Where the string "하남진곡산단로" shows up in a line of the records, copy that line.
** Opening Extracted material block **
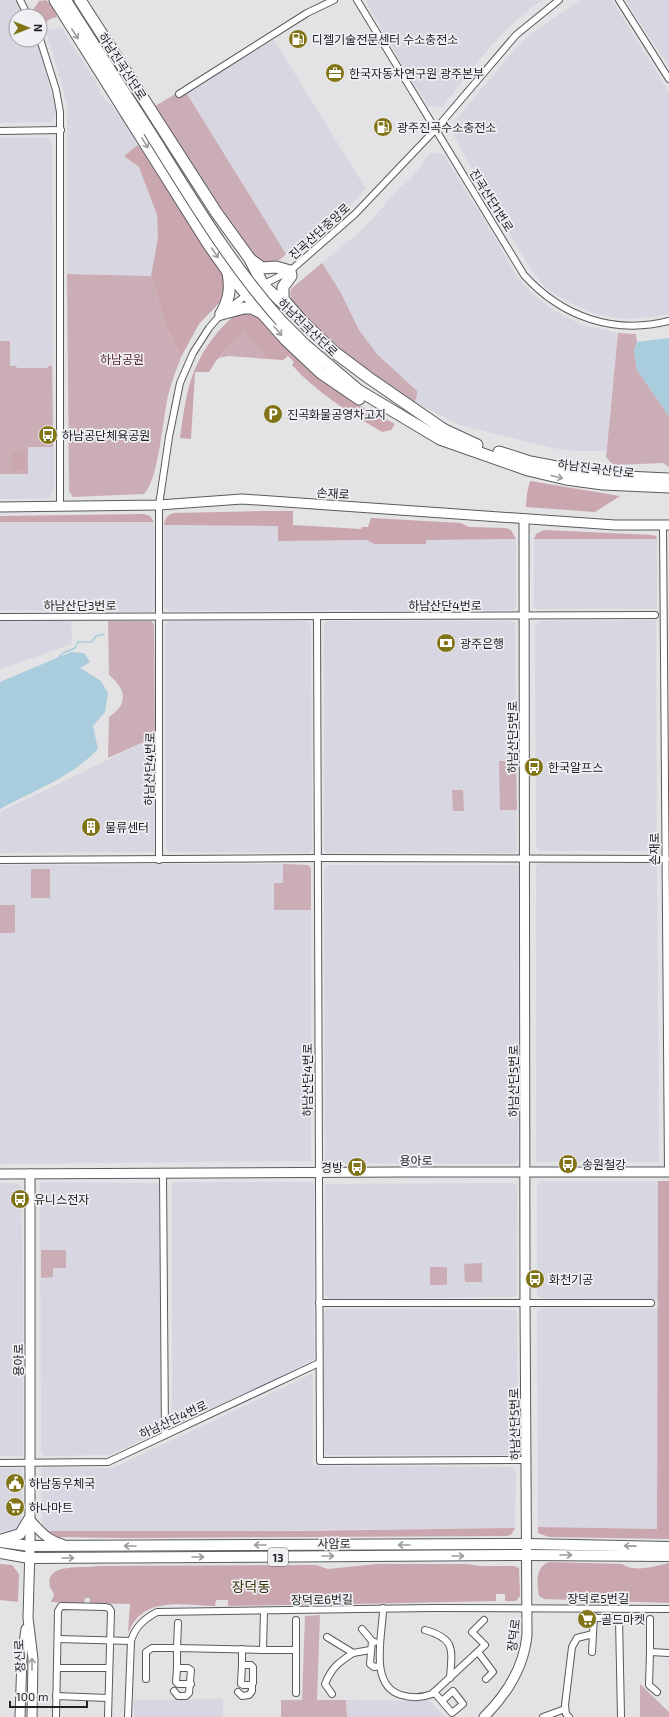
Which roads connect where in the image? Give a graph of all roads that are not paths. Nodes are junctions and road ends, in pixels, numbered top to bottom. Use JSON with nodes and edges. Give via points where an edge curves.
{"nodes":[{"id":1,"x":55,"y":0,"type":"edge"},
{"id":2,"x":65,"y":0,"type":"edge"},
{"id":3,"x":73,"y":0,"type":"edge"},
{"id":4,"x":80,"y":0,"type":"edge"},
{"id":5,"x":334,"y":0,"type":"edge"},
{"id":6,"x":357,"y":0,"type":"edge"},
{"id":7,"x":560,"y":0,"type":"edge"},
{"id":8,"x":618,"y":0,"type":"edge"},
{"id":9,"x":43,"y":48,"type":"edge"},
{"id":10,"x":669,"y":79,"type":"edge"},
{"id":11,"x":179,"y":94,"type":"dead end"},
{"id":12,"x":152,"y":129,"type":"junction"},
{"id":13,"x":61,"y":130,"type":"junction"},
{"id":14,"x":435,"y":130,"type":"junction"},
{"id":15,"x":0,"y":131,"type":"edge"},
{"id":16,"x":250,"y":259,"type":"junction"},
{"id":17,"x":290,"y":271,"type":"junction"},
{"id":18,"x":228,"y":272,"type":"junction"},
{"id":19,"x":263,"y":284,"type":"junction"},
{"id":20,"x":246,"y":295,"type":"junction"},
{"id":21,"x":262,"y":313,"type":"junction"},
{"id":22,"x":221,"y":314,"type":"junction"},
{"id":23,"x":286,"y":315,"type":"junction"},
{"id":24,"x":669,"y":321,"type":"edge"},
{"id":25,"x":442,"y":434,"type":"junction"},
{"id":26,"x":669,"y":479,"type":"edge"},
{"id":27,"x":669,"y":487,"type":"edge"},
{"id":28,"x":160,"y":505,"type":"junction"},
{"id":29,"x":0,"y":507,"type":"edge"},
{"id":30,"x":60,"y":507,"type":"junction"},
{"id":31,"x":524,"y":519,"type":"junction"},
{"id":32,"x":666,"y":526,"type":"edge"},
{"id":33,"x":655,"y":615,"type":"dead end"},
{"id":34,"x":159,"y":616,"type":"junction"},
{"id":35,"x":317,"y":616,"type":"junction"},
{"id":36,"x":525,"y":616,"type":"junction"},
{"id":37,"x":0,"y":617,"type":"edge"},
{"id":38,"x":318,"y":858,"type":"junction"},
{"id":39,"x":524,"y":858,"type":"junction"},
{"id":40,"x":666,"y":859,"type":"junction"},
{"id":41,"x":0,"y":860,"type":"edge"},
{"id":42,"x":159,"y":860,"type":"junction"},
{"id":43,"x":318,"y":1172,"type":"junction"},
{"id":44,"x":526,"y":1172,"type":"junction"},
{"id":45,"x":668,"y":1172,"type":"edge"},
{"id":46,"x":163,"y":1173,"type":"junction"},
{"id":47,"x":0,"y":1174,"type":"edge"},
{"id":48,"x":30,"y":1174,"type":"junction"},
{"id":49,"x":319,"y":1303,"type":"junction"},
{"id":50,"x":525,"y":1303,"type":"junction"},
{"id":51,"x":651,"y":1303,"type":"dead end"},
{"id":52,"x":319,"y":1363,"type":"junction"},
{"id":53,"x":166,"y":1435,"type":"junction"},
{"id":54,"x":527,"y":1460,"type":"junction"},
{"id":55,"x":0,"y":1463,"type":"edge"},
{"id":56,"x":30,"y":1464,"type":"junction"},
{"id":57,"x":29,"y":1519,"type":"junction"},
{"id":58,"x":0,"y":1541,"type":"edge"},
{"id":59,"x":527,"y":1544,"type":"junction"},
{"id":60,"x":30,"y":1546,"type":"junction"},
{"id":61,"x":68,"y":1546,"type":"junction"},
{"id":62,"x":669,"y":1547,"type":"edge"},
{"id":63,"x":0,"y":1553,"type":"edge"},
{"id":64,"x":527,"y":1555,"type":"junction"},
{"id":65,"x":669,"y":1556,"type":"edge"},
{"id":66,"x":29,"y":1558,"type":"junction"},
{"id":67,"x":383,"y":1608,"type":"junction"},
{"id":68,"x":528,"y":1608,"type":"junction"},
{"id":69,"x":594,"y":1608,"type":"junction"},
{"id":70,"x":669,"y":1609,"type":"edge"},
{"id":71,"x":264,"y":1611,"type":"junction"},
{"id":72,"x":28,"y":1618,"type":"junction"},
{"id":73,"x":594,"y":1618,"type":"junction"},
{"id":74,"x":650,"y":1619,"type":"dead end"},
{"id":75,"x":296,"y":1620,"type":"dead end"},
{"id":76,"x":484,"y":1620,"type":"dead end"},
{"id":77,"x":178,"y":1623,"type":"dead end"},
{"id":78,"x":362,"y":1629,"type":"dead end"},
{"id":79,"x":425,"y":1630,"type":"dead end"},
{"id":80,"x":593,"y":1634,"type":"junction"},
{"id":81,"x":327,"y":1637,"type":"dead end"},
{"id":82,"x":58,"y":1639,"type":"junction"},
{"id":83,"x":110,"y":1640,"type":"junction"},
{"id":84,"x":131,"y":1641,"type":"junction"},
{"id":85,"x":372,"y":1641,"type":"junction"},
{"id":86,"x":381,"y":1642,"type":"junction"},
{"id":87,"x":178,"y":1648,"type":"junction"},
{"id":88,"x":242,"y":1649,"type":"junction"},
{"id":89,"x":263,"y":1650,"type":"junction"},
{"id":90,"x":296,"y":1650,"type":"junction"},
{"id":91,"x":370,"y":1650,"type":"junction"},
{"id":92,"x":478,"y":1652,"type":"junction"},
{"id":93,"x":592,"y":1652,"type":"dead end"},
{"id":94,"x":650,"y":1652,"type":"junction"},
{"id":95,"x":353,"y":1653,"type":"junction"},
{"id":96,"x":669,"y":1653,"type":"edge"},
{"id":97,"x":242,"y":1665,"type":"junction"},
{"id":98,"x":380,"y":1666,"type":"junction"},
{"id":99,"x":57,"y":1668,"type":"junction"},
{"id":100,"x":109,"y":1668,"type":"junction"},
{"id":101,"x":177,"y":1668,"type":"junction"},
{"id":102,"x":450,"y":1678,"type":"junction"},
{"id":103,"x":146,"y":1679,"type":"dead end"},
{"id":104,"x":486,"y":1679,"type":"dead end"},
{"id":105,"x":190,"y":1684,"type":"junction"},
{"id":106,"x":252,"y":1685,"type":"junction"},
{"id":107,"x":174,"y":1691,"type":"dead end"},
{"id":108,"x":238,"y":1692,"type":"dead end"},
{"id":109,"x":434,"y":1692,"type":"junction"},
{"id":110,"x":657,"y":1692,"type":"dead end"},
{"id":111,"x":296,"y":1693,"type":"dead end"},
{"id":112,"x":332,"y":1694,"type":"dead end"},
{"id":113,"x":56,"y":1696,"type":"junction"},
{"id":114,"x":108,"y":1698,"type":"junction"},
{"id":115,"x":442,"y":1701,"type":"dead end"},
{"id":116,"x":565,"y":1709,"type":"junction"},
{"id":117,"x":20,"y":1717,"type":"edge"},
{"id":118,"x":32,"y":1717,"type":"edge"},
{"id":119,"x":56,"y":1717,"type":"edge"},
{"id":120,"x":108,"y":1717,"type":"edge"},
{"id":121,"x":128,"y":1717,"type":"edge"},
{"id":122,"x":484,"y":1717,"type":"edge"},
{"id":123,"x":543,"y":1717,"type":"edge"},
{"id":124,"x":569,"y":1717,"type":"edge"},
{"id":125,"x":621,"y":1717,"type":"edge"}],
"edges":[{"from":1,"to":18,"type":"highway","one_way":true},
{"from":2,"to":12,"type":"highway","name":"하남진곡산단로"},
{"from":3,"to":12,"type":"highway","name":"하남진곡산단로"},
{"from":4,"to":16,"type":"highway","via":[[216,212]]},
{"from":5,"to":11,"type":"street","via":[[307,13]]},
{"from":6,"to":14,"type":"street","name":"진곡산단1번로"},
{"from":7,"to":14,"type":"street","name":"진곡산단중앙로","via":[[516,35]]},
{"from":8,"to":10,"type":"street"},
{"from":9,"to":13,"type":"street","via":[[56,90]]},
{"from":12,"to":23,"type":"highway","name":"하남진곡산단로","bridge":true,"via":[[200,213],[246,278]]},
{"from":13,"to":15,"type":"street"},
{"from":13,"to":30,"type":"street"},
{"from":14,"to":17,"type":"street","name":"진곡산단중앙로","via":[[355,214]]},
{"from":14,"to":24,"type":"street","name":"진곡산단1번로","via":[[524,274],[538,290],[584,317],[605,323],[641,326]]},
{"from":16,"to":17,"type":"highway","via":[[262,268],[276,267]]},
{"from":16,"to":19,"type":"highway"},
{"from":17,"to":19,"type":"street","name":"진곡산단중앙로"},
{"from":17,"to":23,"type":"highway","via":[[282,291]]},
{"from":18,"to":20,"type":"highway"},
{"from":18,"to":22,"type":"highway","via":[[230,290]]},
{"from":19,"to":20,"type":"street","name":"진곡산단중앙로"},
{"from":19,"to":23,"type":"highway"},
{"from":20,"to":21,"type":"highway"},
{"from":20,"to":22,"type":"street","name":"진곡산단중앙로"},
{"from":21,"to":22,"type":"highway","via":[[252,308],[244,308]]},
{"from":21,"to":25,"type":"highway","one_way":true,"via":[[321,373],[362,400],[430,437]]},
{"from":22,"to":28,"type":"street","name":"진곡산단중앙로","via":[[193,353],[180,383],[169,437]]},
{"from":23,"to":25,"type":"highway"},
{"from":23,"to":25,"type":"highway","name":"하남진곡산단로","via":[[305,345],[358,390]]},
{"from":25,"to":26,"type":"highway","name":"하남진곡산단로","via":[[530,462],[604,476]]},
{"from":25,"to":27,"type":"highway","name":"하남진곡산단로","one_way":true,"via":[[528,470],[566,479],[603,484]]},
{"from":28,"to":30,"type":"street","name":"손재로"},
{"from":28,"to":31,"type":"street","name":"손재로","via":[[242,499],[269,500]]},
{"from":28,"to":34,"type":"street","name":"하남산단4번로"},
{"from":29,"to":30,"type":"street","name":"손재로"},
{"from":31,"to":32,"type":"street","name":"손재로"},
{"from":31,"to":36,"type":"street","name":"하남산단5번로"},
{"from":32,"to":40,"type":"street","name":"손재로"},
{"from":33,"to":36,"type":"street"},
{"from":34,"to":35,"type":"street","name":"하남산단4번로"},
{"from":34,"to":37,"type":"street","name":"하남산단3번로"},
{"from":34,"to":42,"type":"street","name":"하남산단4번로"},
{"from":35,"to":36,"type":"street","name":"하남산단4번로"},
{"from":35,"to":38,"type":"street","name":"하남산단4번로"},
{"from":36,"to":39,"type":"street","name":"하남산단5번로"},
{"from":38,"to":39,"type":"street"},
{"from":38,"to":42,"type":"street"},
{"from":38,"to":43,"type":"street","name":"하남산단4번로"},
{"from":39,"to":40,"type":"street"},
{"from":39,"to":44,"type":"street","name":"하남산단5번로"},
{"from":40,"to":45,"type":"street","name":"손재로"},
{"from":41,"to":42,"type":"street"},
{"from":43,"to":44,"type":"street","name":"용아로"},
{"from":43,"to":46,"type":"street","name":"용아로"},
{"from":43,"to":49,"type":"street","name":"하남산단4번로"},
{"from":44,"to":45,"type":"street","name":"용아로"},
{"from":44,"to":50,"type":"street","name":"하남산단5번로"},
{"from":46,"to":48,"type":"street","name":"용아로"},
{"from":46,"to":53,"type":"street"},
{"from":47,"to":48,"type":"street","name":"용아로"},
{"from":48,"to":56,"type":"street","name":"용아로"},
{"from":49,"to":50,"type":"street"},
{"from":49,"to":52,"type":"street","name":"하남산단4번로"},
{"from":50,"to":51,"type":"street"},
{"from":50,"to":54,"type":"street","name":"하남산단5번로"},
{"from":52,"to":53,"type":"street","name":"하남산단4번로"},
{"from":52,"to":54,"type":"street","name":"하남산단4번로","via":[[320,1460]]},
{"from":53,"to":56,"type":"street","name":"하남산단4번로","via":[[108,1462]]},
{"from":54,"to":59,"type":"street","name":"하남산단5번로"},
{"from":55,"to":56,"type":"street"},
{"from":56,"to":57,"type":"street","name":"용아로"},
{"from":57,"to":58,"type":"main road","via":[[20,1534]]},
{"from":57,"to":60,"type":"street","name":"용아로"},
{"from":57,"to":61,"type":"street","via":[[51,1541]]},
{"from":58,"to":60,"type":"main road","name":"사암로","number":"13"},
{"from":59,"to":61,"type":"main road","name":"사암로","number":"13","one_way":true},
{"from":62,"to":59,"type":"main road","name":"사암로","number":"13","one_way":true},
{"from":59,"to":64,"type":"street","name":"장덕로"},
{"from":60,"to":61,"type":"main road","name":"사암로","number":"13"},
{"from":60,"to":66,"type":"street","name":"장신로"},
{"from":63,"to":66,"type":"main road","name":"사암로","number":"13"},
{"from":64,"to":65,"type":"main road","name":"사암로","number":"13","one_way":true},
{"from":66,"to":64,"type":"main road","name":"사암로","number":"13","one_way":true},
{"from":64,"to":68,"type":"street","name":"장덕로"},
{"from":66,"to":72,"type":"street","name":"장신로"},
{"from":67,"to":68,"type":"street","name":"장덕로6번길"},
{"from":67,"to":71,"type":"street","name":"장덕로6번길"},
{"from":67,"to":86,"type":"street"},
{"from":68,"to":69,"type":"street","name":"장덕로5번길"},
{"from":68,"to":122,"type":"street","name":"장덕로","via":[[527,1639],[521,1662],[505,1693]]},
{"from":69,"to":70,"type":"street","name":"장덕로5번길"},
{"from":69,"to":73,"type":"street"},
{"from":71,"to":84,"type":"street","name":"장덕로6번길","via":[[156,1612],[142,1621]]},
{"from":71,"to":89,"type":"street"},
{"from":72,"to":117,"type":"street","name":"장신로","via":[[22,1658]]},
{"from":118,"to":72,"type":"street","name":"장신로","one_way":true,"via":[[33,1659]]},
{"from":73,"to":80,"type":"street"},
{"from":73,"to":125,"type":"street","via":[[619,1618]]},
{"from":74,"to":94,"type":"street"},
{"from":75,"to":90,"type":"street"},
{"from":76,"to":92,"type":"street","via":[[472,1632],[485,1645]]},
{"from":77,"to":87,"type":"street"},
{"from":78,"to":85,"type":"street"},
{"from":79,"to":102,"type":"street","via":[[445,1638],[451,1647]]},
{"from":80,"to":93,"type":"street"},
{"from":80,"to":116,"type":"street","via":[[577,1638],[572,1647]]},
{"from":81,"to":95,"type":"street"},
{"from":82,"to":83,"type":"street"},
{"from":82,"to":83,"type":"street","via":[[58,1611],[63,1606],[109,1608]]},
{"from":82,"to":99,"type":"street"},
{"from":83,"to":84,"type":"street"},
{"from":83,"to":100,"type":"street"},
{"from":84,"to":121,"type":"street"},
{"from":85,"to":86,"type":"street"},
{"from":85,"to":91,"type":"street"},
{"from":86,"to":98,"type":"street"},
{"from":87,"to":88,"type":"street"},
{"from":87,"to":101,"type":"street"},
{"from":87,"to":103,"type":"street","via":[[149,1649],[146,1652]]},
{"from":88,"to":89,"type":"street"},
{"from":88,"to":97,"type":"street"},
{"from":89,"to":90,"type":"street"},
{"from":90,"to":111,"type":"street"},
{"from":91,"to":95,"type":"street"},
{"from":91,"to":98,"type":"street","via":[[370,1664],[374,1667]]},
{"from":92,"to":102,"type":"street"},
{"from":92,"to":104,"type":"street","via":[[493,1672]]},
{"from":94,"to":96,"type":"street"},
{"from":94,"to":110,"type":"street","via":[[649,1685]]},
{"from":95,"to":112,"type":"street","via":[[336,1664],[328,1676],[325,1684]]},
{"from":97,"to":106,"type":"street","via":[[253,1667]]},
{"from":97,"to":106,"type":"street","via":[[242,1685]]},
{"from":98,"to":109,"type":"street","via":[[383,1680],[394,1692],[417,1697]]},
{"from":99,"to":100,"type":"street"},
{"from":99,"to":113,"type":"street"},
{"from":100,"to":114,"type":"street"},
{"from":101,"to":105,"type":"street","via":[[191,1670]]},
{"from":101,"to":105,"type":"street","via":[[176,1682]]},
{"from":102,"to":109,"type":"street"},
{"from":105,"to":107,"type":"street","via":[[186,1696],[178,1696]]},
{"from":106,"to":108,"type":"street","via":[[249,1695],[242,1696]]},
{"from":109,"to":115,"type":"street"},
{"from":113,"to":114,"type":"street"},
{"from":113,"to":119,"type":"street"},
{"from":114,"to":120,"type":"street"},
{"from":116,"to":123,"type":"street"},
{"from":116,"to":124,"type":"street"}]}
** Closing Extracted material block **
Result of this exercise:
{"from":2,"to":12,"type":"highway","name":"하남진곡산단로"},
{"from":3,"to":12,"type":"highway","name":"하남진곡산단로"},
{"from":12,"to":23,"type":"highway","name":"하남진곡산단로","bridge":true,"via":[[200,213],[246,278]]},
{"from":23,"to":25,"type":"highway","name":"하남진곡산단로","via":[[305,345],[358,390]]},
{"from":25,"to":26,"type":"highway","name":"하남진곡산단로","via":[[530,462],[604,476]]},
{"from":25,"to":27,"type":"highway","name":"하남진곡산단로","one_way":true,"via":[[528,470],[566,479],[603,484]]},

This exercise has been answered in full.